**TASK PROMPT**
The required result is a copy of each line below in which "Bahnhofstraße" appears.

[Stored data entries]

▼▼▼

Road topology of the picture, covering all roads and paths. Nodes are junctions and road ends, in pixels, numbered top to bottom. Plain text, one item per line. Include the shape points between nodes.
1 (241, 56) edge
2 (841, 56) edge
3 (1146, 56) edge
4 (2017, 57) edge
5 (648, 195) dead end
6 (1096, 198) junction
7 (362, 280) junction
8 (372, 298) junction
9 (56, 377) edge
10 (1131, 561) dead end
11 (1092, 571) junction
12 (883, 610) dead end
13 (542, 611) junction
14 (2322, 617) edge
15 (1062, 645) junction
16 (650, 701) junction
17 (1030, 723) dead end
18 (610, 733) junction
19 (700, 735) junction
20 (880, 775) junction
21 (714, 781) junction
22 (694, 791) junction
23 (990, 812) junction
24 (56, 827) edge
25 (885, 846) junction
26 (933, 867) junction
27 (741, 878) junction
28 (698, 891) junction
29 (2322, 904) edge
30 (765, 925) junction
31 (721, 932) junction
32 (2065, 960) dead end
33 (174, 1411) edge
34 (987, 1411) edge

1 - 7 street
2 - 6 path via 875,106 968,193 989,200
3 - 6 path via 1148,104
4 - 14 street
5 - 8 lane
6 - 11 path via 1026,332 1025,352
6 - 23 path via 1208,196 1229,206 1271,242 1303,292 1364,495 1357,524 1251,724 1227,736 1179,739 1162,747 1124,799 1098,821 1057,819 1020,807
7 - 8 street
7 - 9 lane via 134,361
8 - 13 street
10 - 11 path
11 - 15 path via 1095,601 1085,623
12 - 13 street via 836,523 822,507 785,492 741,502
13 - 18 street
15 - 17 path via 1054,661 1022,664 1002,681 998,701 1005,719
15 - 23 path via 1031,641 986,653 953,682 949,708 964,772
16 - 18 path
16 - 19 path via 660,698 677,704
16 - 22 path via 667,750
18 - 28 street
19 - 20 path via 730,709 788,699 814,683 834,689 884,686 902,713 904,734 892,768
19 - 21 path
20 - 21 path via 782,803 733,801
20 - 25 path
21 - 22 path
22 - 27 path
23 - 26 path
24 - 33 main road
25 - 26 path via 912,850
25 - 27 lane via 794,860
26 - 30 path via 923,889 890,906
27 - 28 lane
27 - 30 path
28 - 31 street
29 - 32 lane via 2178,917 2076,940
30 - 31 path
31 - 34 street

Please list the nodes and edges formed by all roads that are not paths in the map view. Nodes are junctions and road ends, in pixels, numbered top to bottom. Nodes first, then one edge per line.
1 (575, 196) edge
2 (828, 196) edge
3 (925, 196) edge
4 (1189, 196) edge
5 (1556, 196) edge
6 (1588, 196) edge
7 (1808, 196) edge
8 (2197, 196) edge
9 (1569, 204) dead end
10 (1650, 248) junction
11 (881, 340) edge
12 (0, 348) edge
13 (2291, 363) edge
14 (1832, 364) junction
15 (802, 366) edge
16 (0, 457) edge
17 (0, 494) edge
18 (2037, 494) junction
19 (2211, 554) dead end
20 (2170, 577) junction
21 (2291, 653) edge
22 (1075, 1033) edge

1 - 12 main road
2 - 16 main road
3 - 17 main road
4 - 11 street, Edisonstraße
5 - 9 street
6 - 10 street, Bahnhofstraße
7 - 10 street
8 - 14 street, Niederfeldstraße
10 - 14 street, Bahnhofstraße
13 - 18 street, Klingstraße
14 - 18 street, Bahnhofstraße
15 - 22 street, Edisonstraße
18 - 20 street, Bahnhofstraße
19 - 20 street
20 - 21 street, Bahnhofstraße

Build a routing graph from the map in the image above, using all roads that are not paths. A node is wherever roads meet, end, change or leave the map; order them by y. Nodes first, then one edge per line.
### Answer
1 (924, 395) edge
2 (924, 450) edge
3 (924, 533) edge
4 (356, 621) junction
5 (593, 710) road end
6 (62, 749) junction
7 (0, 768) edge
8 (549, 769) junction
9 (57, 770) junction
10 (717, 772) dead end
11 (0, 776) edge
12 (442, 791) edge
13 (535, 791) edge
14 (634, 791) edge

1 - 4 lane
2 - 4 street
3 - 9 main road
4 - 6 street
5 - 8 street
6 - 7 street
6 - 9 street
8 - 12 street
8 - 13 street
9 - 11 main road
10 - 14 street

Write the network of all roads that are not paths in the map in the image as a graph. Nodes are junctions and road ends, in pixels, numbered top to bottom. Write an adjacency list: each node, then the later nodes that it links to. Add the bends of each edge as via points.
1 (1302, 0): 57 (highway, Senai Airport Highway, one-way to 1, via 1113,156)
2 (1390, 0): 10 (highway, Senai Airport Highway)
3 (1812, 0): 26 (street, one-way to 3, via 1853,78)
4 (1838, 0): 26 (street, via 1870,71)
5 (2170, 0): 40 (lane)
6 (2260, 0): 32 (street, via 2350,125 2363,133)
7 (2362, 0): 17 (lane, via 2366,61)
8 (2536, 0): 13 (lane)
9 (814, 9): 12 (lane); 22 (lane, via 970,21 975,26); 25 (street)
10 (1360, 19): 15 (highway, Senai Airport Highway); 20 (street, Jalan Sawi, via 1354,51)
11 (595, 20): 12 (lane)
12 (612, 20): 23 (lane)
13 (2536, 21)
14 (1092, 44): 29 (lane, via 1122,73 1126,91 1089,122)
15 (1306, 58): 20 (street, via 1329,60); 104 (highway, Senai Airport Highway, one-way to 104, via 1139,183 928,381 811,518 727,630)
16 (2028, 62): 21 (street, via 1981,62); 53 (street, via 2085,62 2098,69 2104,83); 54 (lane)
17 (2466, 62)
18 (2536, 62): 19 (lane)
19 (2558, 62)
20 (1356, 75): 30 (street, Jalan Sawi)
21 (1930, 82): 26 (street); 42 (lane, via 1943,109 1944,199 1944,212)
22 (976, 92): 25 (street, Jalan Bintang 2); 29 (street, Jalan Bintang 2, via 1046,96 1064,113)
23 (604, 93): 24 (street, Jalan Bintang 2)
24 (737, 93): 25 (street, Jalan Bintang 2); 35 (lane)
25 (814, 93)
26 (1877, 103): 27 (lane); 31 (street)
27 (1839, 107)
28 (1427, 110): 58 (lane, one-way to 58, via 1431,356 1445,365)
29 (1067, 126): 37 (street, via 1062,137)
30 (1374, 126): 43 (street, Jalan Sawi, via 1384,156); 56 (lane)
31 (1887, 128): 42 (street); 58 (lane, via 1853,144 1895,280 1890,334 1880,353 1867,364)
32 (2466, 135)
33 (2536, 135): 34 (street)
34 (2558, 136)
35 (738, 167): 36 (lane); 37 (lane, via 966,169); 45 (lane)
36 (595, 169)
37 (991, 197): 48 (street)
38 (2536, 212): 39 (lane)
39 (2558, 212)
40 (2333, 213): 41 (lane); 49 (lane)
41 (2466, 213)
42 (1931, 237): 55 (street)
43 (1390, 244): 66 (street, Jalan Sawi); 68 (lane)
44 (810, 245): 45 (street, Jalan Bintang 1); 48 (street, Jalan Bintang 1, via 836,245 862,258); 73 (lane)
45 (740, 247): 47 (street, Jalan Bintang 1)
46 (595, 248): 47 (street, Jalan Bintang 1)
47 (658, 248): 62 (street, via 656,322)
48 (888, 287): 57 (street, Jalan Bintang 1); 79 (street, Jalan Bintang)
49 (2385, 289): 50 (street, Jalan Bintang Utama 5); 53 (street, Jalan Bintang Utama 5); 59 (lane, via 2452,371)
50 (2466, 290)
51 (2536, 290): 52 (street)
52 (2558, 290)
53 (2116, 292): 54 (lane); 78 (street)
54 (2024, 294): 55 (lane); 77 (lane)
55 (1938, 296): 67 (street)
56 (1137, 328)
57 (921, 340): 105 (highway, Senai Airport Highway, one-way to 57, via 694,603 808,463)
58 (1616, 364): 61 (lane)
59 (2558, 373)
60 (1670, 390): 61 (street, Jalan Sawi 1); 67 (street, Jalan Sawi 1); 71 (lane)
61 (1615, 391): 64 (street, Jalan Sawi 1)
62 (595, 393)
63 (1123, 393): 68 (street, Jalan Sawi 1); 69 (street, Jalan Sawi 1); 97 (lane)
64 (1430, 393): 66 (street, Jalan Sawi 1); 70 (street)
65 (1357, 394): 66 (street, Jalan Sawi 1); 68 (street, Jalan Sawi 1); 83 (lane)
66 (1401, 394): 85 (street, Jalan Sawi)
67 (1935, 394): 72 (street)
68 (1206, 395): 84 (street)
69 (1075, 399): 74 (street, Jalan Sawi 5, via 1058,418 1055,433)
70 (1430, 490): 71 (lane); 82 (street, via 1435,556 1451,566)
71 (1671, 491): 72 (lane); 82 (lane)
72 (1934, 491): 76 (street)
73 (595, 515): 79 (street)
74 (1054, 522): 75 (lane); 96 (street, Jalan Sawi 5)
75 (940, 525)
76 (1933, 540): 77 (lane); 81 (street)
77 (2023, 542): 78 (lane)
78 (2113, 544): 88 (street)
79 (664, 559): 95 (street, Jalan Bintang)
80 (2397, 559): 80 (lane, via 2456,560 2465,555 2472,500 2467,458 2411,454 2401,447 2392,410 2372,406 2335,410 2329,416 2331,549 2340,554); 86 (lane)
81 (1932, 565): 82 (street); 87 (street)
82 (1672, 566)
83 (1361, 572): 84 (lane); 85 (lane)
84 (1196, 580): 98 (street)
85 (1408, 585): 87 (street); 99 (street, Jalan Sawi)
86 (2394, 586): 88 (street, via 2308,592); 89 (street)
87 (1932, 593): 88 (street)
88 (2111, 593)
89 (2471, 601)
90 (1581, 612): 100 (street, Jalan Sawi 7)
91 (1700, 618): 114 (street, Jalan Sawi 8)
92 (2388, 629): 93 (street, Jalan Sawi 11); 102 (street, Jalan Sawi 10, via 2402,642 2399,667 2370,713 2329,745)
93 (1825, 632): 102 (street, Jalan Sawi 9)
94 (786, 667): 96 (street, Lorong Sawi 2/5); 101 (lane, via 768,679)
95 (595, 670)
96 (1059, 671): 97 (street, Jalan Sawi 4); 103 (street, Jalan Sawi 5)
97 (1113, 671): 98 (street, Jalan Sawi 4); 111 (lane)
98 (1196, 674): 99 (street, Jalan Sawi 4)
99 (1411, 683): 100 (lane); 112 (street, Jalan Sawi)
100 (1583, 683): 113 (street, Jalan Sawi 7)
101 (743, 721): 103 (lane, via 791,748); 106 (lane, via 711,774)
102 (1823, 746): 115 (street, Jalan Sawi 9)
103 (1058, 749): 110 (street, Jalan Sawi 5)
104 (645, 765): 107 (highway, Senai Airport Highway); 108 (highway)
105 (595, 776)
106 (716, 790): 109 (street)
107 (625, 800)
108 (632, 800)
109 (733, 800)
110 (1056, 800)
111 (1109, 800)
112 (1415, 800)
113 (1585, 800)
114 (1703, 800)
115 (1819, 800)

▲▲▲

**ANSWER FOR THIS EXERCISE**
6 - 10 street, Bahnhofstraße
10 - 14 street, Bahnhofstraße
14 - 18 street, Bahnhofstraße
18 - 20 street, Bahnhofstraße
20 - 21 street, Bahnhofstraße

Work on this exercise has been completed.